Check out the source code on GitHub.
Would you like to read more? Have a look at my Master's thesis.
In recent years, the field of deep learning achieved considerable success and according to its underlying philosophy: “if we have a reasonable end-to-end model and sufficient data for training it, we are close to solving the problem.” (Shi et al., 2015). But while there has been a lot of studies and practical applications of object recognition on static images or speech recognition, the application of these concepts on video data are just about to make their first steps in research.
Early deep learning approaches dealing with video data or simple image sequences address problems like human action recognition or video classification. Another example is optical flow prediction in order to detect the visual flow from one frame to the next. Most of these approaches require lots of labeled data to be able to train a network. The effortful labeling process and thus the resulting low availability of such data might be the main reason why this topic has not been covered that well so far. On the contrary, online services like YouTube provide a seemingly endless, but unlabeled source of videos to learn from.
Throughout this thesis, it is investigated whether deep learning techniques can be successfully applied on videos to learn a meaningful representation in a completely unsupervised fashion. In detail, it is examined if such a representation is suited to continue a video even after it has finished. Hence, to learn a notion of the spatial and temporal evolution within a sequence of images as well as to get an idea of motion and dynamics of a scene. Such a high-level understanding would be helpful for autonomous intelligent agents that have to act and therefore understand our environment including its physical and temporal constrains (Srivastava et al., 2015). Other application areas might be for instance video compression (Ascenso et al., 2005), visual systems for autonomous cars or as a replacement for optical flow in causal video segmentation (Couprie et atl., 2013). Aside from that, other supervised learning tasks like human action recognition could benefit from such a pre-trained network in order to improve the overall performance or to reduce the training time. Needless to say, other forms of transfer learning are easily conceivable as well.
The network architecture used in the thesis is based on the recurrent encoder-decoder architecture proposed in (Cho et al., 2014) and (Sutskever et al., 2014). A first encoder RNN sequentially processes the input data and therefore preserves the temporal correlations of the data. The second decoder RNN is then initialized with the hidden state of the first recurrent network and is then able to generate the future predictions one after another by unrolling the network.
In order to preserve the spatial structure of the data within the recurrent network cells, convolutional LSTM cells are used that have been proposed in (Shi et al., 2015). Technically, all internal matrix multiplications are exchanged with convolution operations. As a consequence, the data in feature space that flows through the ConvLSTM cells has a 3D shape instead of being just a 1D vector.
The ConvLSTM implementation shown above further takes advantage of peephole connections and internal batch normalizations as proposed in (Cooijmans et al., 2016). The use of the latter modifications did not show any improvements, but had a negative effect on the overall training performance; hence these have not been used in the final evaluation.
To improve the training process of the decoder RNN, a recurrent training strategy called scheduled sampling proposed in (Bengio et al., 2015) is used. By using this strategy, the trained network always ended up in a better prediction performance.
The overall network architecture consists of 5 major components, namely spatial encoder, spatio-temporal encoder, spatio-temporal decoder, spatial decoder and perceptual motivated loss layer. The network was trained end-to-end.
In case you would like to know more about the technical implementation details and the recurrent encoder-predictor model, please have a look at my Master's thesis.

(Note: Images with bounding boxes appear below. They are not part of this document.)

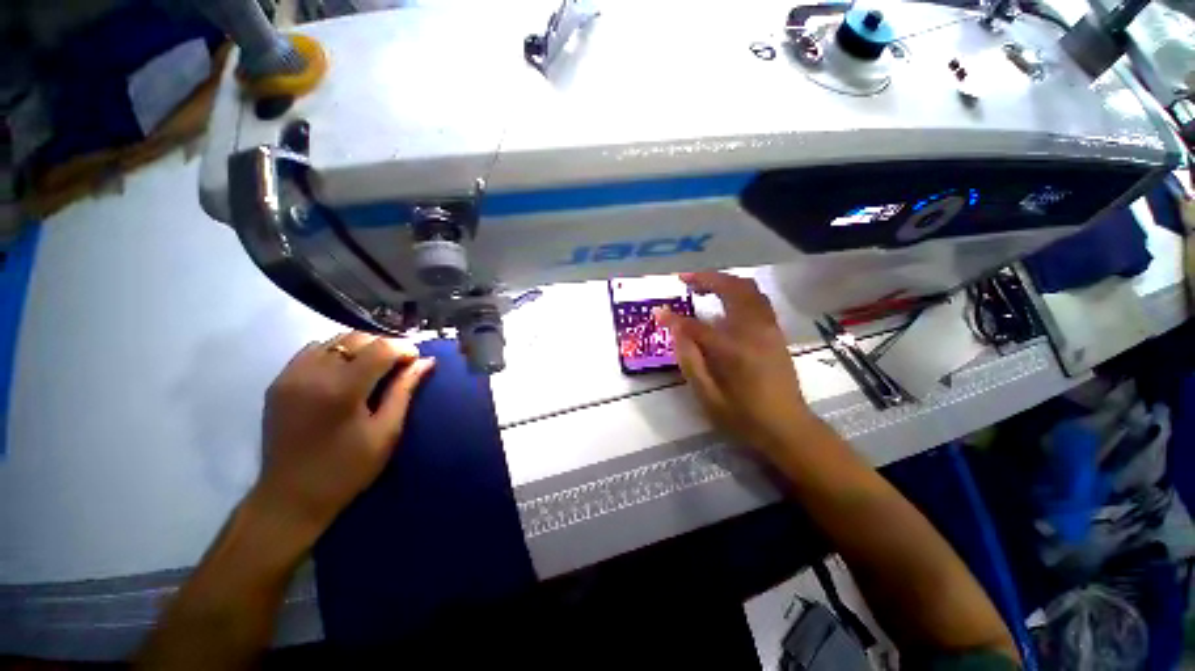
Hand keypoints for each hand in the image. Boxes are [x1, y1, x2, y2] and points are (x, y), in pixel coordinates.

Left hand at [252, 332, 435, 536]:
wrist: (290, 497)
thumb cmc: (347, 469)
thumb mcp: (386, 431)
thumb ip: (405, 390)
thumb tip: (426, 362)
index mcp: (342, 389)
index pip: (380, 348)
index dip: (404, 348)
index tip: (416, 360)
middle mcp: (312, 374)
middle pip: (357, 338)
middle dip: (384, 345)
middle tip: (399, 364)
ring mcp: (290, 375)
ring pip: (334, 339)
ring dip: (361, 346)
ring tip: (375, 365)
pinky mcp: (279, 381)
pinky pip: (312, 350)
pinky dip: (336, 351)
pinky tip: (346, 369)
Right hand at [656, 272, 815, 453]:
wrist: (788, 426)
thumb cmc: (744, 416)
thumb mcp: (708, 396)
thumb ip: (689, 361)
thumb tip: (675, 331)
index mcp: (733, 350)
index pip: (696, 325)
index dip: (674, 318)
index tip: (658, 312)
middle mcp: (753, 330)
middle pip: (730, 289)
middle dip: (705, 279)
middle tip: (685, 279)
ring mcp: (769, 327)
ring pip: (748, 288)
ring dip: (724, 280)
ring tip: (702, 284)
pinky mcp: (775, 330)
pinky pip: (757, 298)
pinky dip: (739, 289)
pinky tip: (726, 298)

The network model has been assessed using tree different datasets with increasing complexity. In all experiments, the network was trained for only 100.000 steps using a 2-layer ConvLSTM, ADAM optimizer in its default settings but η=0.0005, scheduled sampling and batch normalization in each convolutional layer of the spatial encoder and decoder on a single NVidia GTX Titan X GPU (Pascal architecture). All shown samples are generated using the test set.
The Moving MNIST dataset has been used in the first experiment to explore the hyperparameters of the model. In this dataset, two handwritten digits bounce inside a black colored square at size 64 × 64. Even that this dataset looks very simple, the network has to deal with a high degree of occlusion. Even when the model instance is trained on samples with two digits only, it is also able to deal with samples having one or three digits as well, due to the fully-convolutional approach. In contrary, other existing approaches are dealing with a hallucination or merging effect.
In a second experiment, we use the MsPacman dataset that contains recordings of the classic video game. To successfully predict the future frames in this dataset, the network requires to encode the content and the dynamics happening in the random crop of size 32 × 32. Additionally, the neural network has to understand the game rules and environment on a primitive level. Due to the fully-convolutional approach, it is able to do inference on the full-sized frame as well.
The last experiment uses the UCF-101 dataset without its labels for human action recognition. This is the most complex task, since the image space is not limited to specific colors, as well as the endless possibilities of e.g. motion or camera changes. In many generated examples, the effect of slowly disappearing foreground objects of fast moving objects can be observed. One possible reason for this might be that the kernel size of the ConvLSTM cells, which defines the maximum possible motion between two frames, has been chosen to be too low.